▶ What is being asked
I need all of the entries printed exactly.

(Items listed in a dataset)
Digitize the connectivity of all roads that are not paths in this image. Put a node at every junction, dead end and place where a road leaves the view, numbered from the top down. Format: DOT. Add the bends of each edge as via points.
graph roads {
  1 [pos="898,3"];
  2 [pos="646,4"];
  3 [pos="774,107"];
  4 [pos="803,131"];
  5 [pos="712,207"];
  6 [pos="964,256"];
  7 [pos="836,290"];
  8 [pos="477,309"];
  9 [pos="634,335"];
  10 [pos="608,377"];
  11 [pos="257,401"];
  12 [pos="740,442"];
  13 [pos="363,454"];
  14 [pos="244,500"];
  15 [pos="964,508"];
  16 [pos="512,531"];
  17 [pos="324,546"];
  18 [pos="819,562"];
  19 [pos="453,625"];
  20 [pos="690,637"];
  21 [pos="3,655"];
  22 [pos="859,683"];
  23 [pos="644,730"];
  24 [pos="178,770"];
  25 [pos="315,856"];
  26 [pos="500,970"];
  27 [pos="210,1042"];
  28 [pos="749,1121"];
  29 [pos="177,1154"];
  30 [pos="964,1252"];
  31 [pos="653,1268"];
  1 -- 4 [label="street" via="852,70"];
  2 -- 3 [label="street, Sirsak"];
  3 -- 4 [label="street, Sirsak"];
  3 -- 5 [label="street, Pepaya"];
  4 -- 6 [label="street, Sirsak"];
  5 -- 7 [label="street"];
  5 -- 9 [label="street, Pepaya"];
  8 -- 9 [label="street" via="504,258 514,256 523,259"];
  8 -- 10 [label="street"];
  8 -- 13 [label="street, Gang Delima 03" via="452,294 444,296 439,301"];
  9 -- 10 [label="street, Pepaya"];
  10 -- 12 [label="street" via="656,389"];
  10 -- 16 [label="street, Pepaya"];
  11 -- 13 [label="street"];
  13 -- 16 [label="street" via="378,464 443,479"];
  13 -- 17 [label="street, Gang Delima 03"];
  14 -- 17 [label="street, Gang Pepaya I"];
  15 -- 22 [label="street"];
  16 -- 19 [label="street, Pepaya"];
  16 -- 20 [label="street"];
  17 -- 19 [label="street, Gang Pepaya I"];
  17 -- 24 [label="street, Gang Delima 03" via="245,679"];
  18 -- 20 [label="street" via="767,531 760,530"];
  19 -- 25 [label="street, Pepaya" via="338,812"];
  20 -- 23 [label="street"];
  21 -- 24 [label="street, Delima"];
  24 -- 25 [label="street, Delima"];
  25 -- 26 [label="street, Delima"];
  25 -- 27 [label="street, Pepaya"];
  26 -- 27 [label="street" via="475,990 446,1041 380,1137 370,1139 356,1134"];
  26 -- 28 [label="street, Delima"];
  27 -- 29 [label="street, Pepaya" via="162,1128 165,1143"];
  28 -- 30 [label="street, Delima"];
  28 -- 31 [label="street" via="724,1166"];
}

▶ Reply to the exercise
Digitize the connectivity of all roads that are not paths in this image. Put a node at every junction, dead end and place where a road leaves the view, numbered from the top down. Format: DOT. Add the bends of each edge as via points.
graph roads {
  1 [pos="898,3"];
  2 [pos="646,4"];
  3 [pos="774,107"];
  4 [pos="803,131"];
  5 [pos="712,207"];
  6 [pos="964,256"];
  7 [pos="836,290"];
  8 [pos="477,309"];
  9 [pos="634,335"];
  10 [pos="608,377"];
  11 [pos="257,401"];
  12 [pos="740,442"];
  13 [pos="363,454"];
  14 [pos="244,500"];
  15 [pos="964,508"];
  16 [pos="512,531"];
  17 [pos="324,546"];
  18 [pos="819,562"];
  19 [pos="453,625"];
  20 [pos="690,637"];
  21 [pos="3,655"];
  22 [pos="859,683"];
  23 [pos="644,730"];
  24 [pos="178,770"];
  25 [pos="315,856"];
  26 [pos="500,970"];
  27 [pos="210,1042"];
  28 [pos="749,1121"];
  29 [pos="177,1154"];
  30 [pos="964,1252"];
  31 [pos="653,1268"];
  1 -- 4 [label="street" via="852,70"];
  2 -- 3 [label="street, Sirsak"];
  3 -- 4 [label="street, Sirsak"];
  3 -- 5 [label="street, Pepaya"];
  4 -- 6 [label="street, Sirsak"];
  5 -- 7 [label="street"];
  5 -- 9 [label="street, Pepaya"];
  8 -- 9 [label="street" via="504,258 514,256 523,259"];
  8 -- 10 [label="street"];
  8 -- 13 [label="street, Gang Delima 03" via="452,294 444,296 439,301"];
  9 -- 10 [label="street, Pepaya"];
  10 -- 12 [label="street" via="656,389"];
  10 -- 16 [label="street, Pepaya"];
  11 -- 13 [label="street"];
  13 -- 16 [label="street" via="378,464 443,479"];
  13 -- 17 [label="street, Gang Delima 03"];
  14 -- 17 [label="street, Gang Pepaya I"];
  15 -- 22 [label="street"];
  16 -- 19 [label="street, Pepaya"];
  16 -- 20 [label="street"];
  17 -- 19 [label="street, Gang Pepaya I"];
  17 -- 24 [label="street, Gang Delima 03" via="245,679"];
  18 -- 20 [label="street" via="767,531 760,530"];
  19 -- 25 [label="street, Pepaya" via="338,812"];
  20 -- 23 [label="street"];
  21 -- 24 [label="street, Delima"];
  24 -- 25 [label="street, Delima"];
  25 -- 26 [label="street, Delima"];
  25 -- 27 [label="street, Pepaya"];
  26 -- 27 [label="street" via="475,990 446,1041 380,1137 370,1139 356,1134"];
  26 -- 28 [label="street, Delima"];
  27 -- 29 [label="street, Pepaya" via="162,1128 165,1143"];
  28 -- 30 [label="street, Delima"];
  28 -- 31 [label="street" via="724,1166"];
}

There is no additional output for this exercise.